Nieto y abuela, se sentaban los dos a la mesa pequeña que había en el comedor, uno frente al otro, y él sostenía el diario cubriéndose el rostro, como un adulto, mirando de cuando en cuando hacia la derecha, hacia la izquierda o por encima del papel, a ver si ella lo escuchaba. Luego le enseñaba las fotos y conversaban. A veces, incluía incompletas o desfiguradas las referencias de su padre para sonar más interesante. La abuela sonreía, disfrutaba cada lectura de su nieto, aunque las sabía inventadas, por su cambio extraño entre el silabeo y la fluidez. Sospechaba también de las referencias, cosas comunes en el habla de su hijo, el padre del niño. Pero siempre lo alentaba “mira ve qué rápido estás aprendiendo a leer. Así no te quedas como la abuela”, a lo que le respondía “la abuela es buena, todos deberían ser buenos”, de alguna forma reclamándole su propio lugar, poniéndola por encima de lo que ella misma se creía. Tal vez ya fuera un poco tarde para ir a la escuela, pero nunca lo sería para aprender de un niño.
Pasaron los meses y el pequeño dejó de ocultarse detrás del diario, ahora lo ponía sobre la mesa, se subía a una silla y comenzaba a leer, sin inventarse nada. La anciana estaba encantadísima con su nieto. “Qué suerte que tengo un nieto inteligente que me lee el diario”, decía entre risas.
El mundo en verdad era muy grande. Ya habían pasado tres meses desde que Bly partió y ellos habían seguido cada uno de sus pasos. Pero todo tiene un límite.

NELLIE BLY VOLVIÓ A AMÉRICA

EN POCOS DÍAS NELLIE BLY HABRÍA ROTO EL RECORD DE FOGG

“¿Quién es Fogg?”, lo había leído ya muchas veces. Su padre le explicó que era el personaje de una novela. No tardó en contárselo a su abuela.

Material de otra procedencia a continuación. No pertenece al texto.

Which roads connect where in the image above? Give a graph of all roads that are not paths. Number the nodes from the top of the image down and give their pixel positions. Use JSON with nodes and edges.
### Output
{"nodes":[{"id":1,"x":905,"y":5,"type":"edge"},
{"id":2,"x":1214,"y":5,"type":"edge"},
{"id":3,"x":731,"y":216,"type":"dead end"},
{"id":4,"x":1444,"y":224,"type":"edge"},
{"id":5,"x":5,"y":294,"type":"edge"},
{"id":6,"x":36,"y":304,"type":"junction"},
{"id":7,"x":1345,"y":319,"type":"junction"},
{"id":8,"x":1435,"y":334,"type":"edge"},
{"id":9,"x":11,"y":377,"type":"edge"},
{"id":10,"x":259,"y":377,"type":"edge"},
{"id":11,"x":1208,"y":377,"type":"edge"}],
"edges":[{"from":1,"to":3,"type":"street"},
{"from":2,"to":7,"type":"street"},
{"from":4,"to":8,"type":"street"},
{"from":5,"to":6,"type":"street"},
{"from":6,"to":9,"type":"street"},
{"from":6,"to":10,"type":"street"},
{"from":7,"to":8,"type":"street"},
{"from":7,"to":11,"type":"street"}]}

NELLIE BLY PARTE DE CHICAGO A NEW YORK


— Ese tren pasa por acá —musitó la anciana luego de escuchar la lectura. El semblante del niño se iluminó de felicidad.
— ¿Podemos ir? —preguntó entusiasmado.
— Podemos ir —asintió la abuela, sonriendo.
Al día siguiente, el número 71 del viaje de Nellie Bly, seguro que pasaría el tren, por la tarde. Justo en el momento ideal para ambos. Ya que era domingo, tuvo que comentárselo a sus padres, quienes también estaban algo emocionados por la hazaña. Así, salieron todos la tarde del domingo 25 de enero a esperar el tren de Bly.
Era impresionante la cantidad de gente que estaba allí solo por ver pasar el tren y saludar rápidamente a la reportera. El niño se encontraba encantado, sentía que compartía algo con el mundo, y que por primera vez en su vida, algo estaba pasando en su pequeña ciudad. Nellie Bly, la hermosa heroína con la que había aprendido a leer, pero también su abuela, su cómplice en sus aventuras por el mundo, para quien él consideraba esto alguna especie de regalo. La anciana se había convertido en una gran fanática de Bly, tanto que hacía bromas con eso. “Tan rápido como el viaje de Nellie Bly”, decía sobre su nieto al escucharlo leer.
De pronto, ahí estaba el tren. No lo veían aún, pero lo escuchaban a lo lejos, y sabían que venía muy rápido. Unos niños se acercaron a los rieles para escuchar, y se retiraron de inmediato al ser reprendidos por un hombre bien vestido: “Es peligroso, no se acerquen tanto”. Y vaya que lo era. Cuando por fin fue visible, en los ojos de todos había expectativa, pero principalmente en los del niño y su abuela, fanáticos auténticos de la heroína. El sonido se hizo más fuerte y ensordeció a todos, nada más era audible, pero no importaba, para nada. Los gritos comenzaron pronto. “¡Viva Nellie Bly!, ¡Viva!”. Algunos sacaban sus pañuelos y los hacían ondear con el aire, a modo de saludo. Otros solo levantaban las manos y gritaban. Así hacían la abuela y su nieto, movían los brazos y gritaban con mucha fuerza, para que su voz fuera la más escuchada, mientras se mantenían muy atentos, muy abiertos los ojos. Y ahí estaba la señorita Nellie Bly, saludando con un pañuelo, y con una sonrisa que alcanzó para todos, y que llenó de alegría los ojos de la abuela.
El niño gritaba con los demás, y siguió gritando hasta un poco después de que el tren se hubiera alejado. Gritaba, jubiloso, y celebraba con su abuela. Ese era ya casi el final del viaje, pero seguro que el mundo era aún más grande.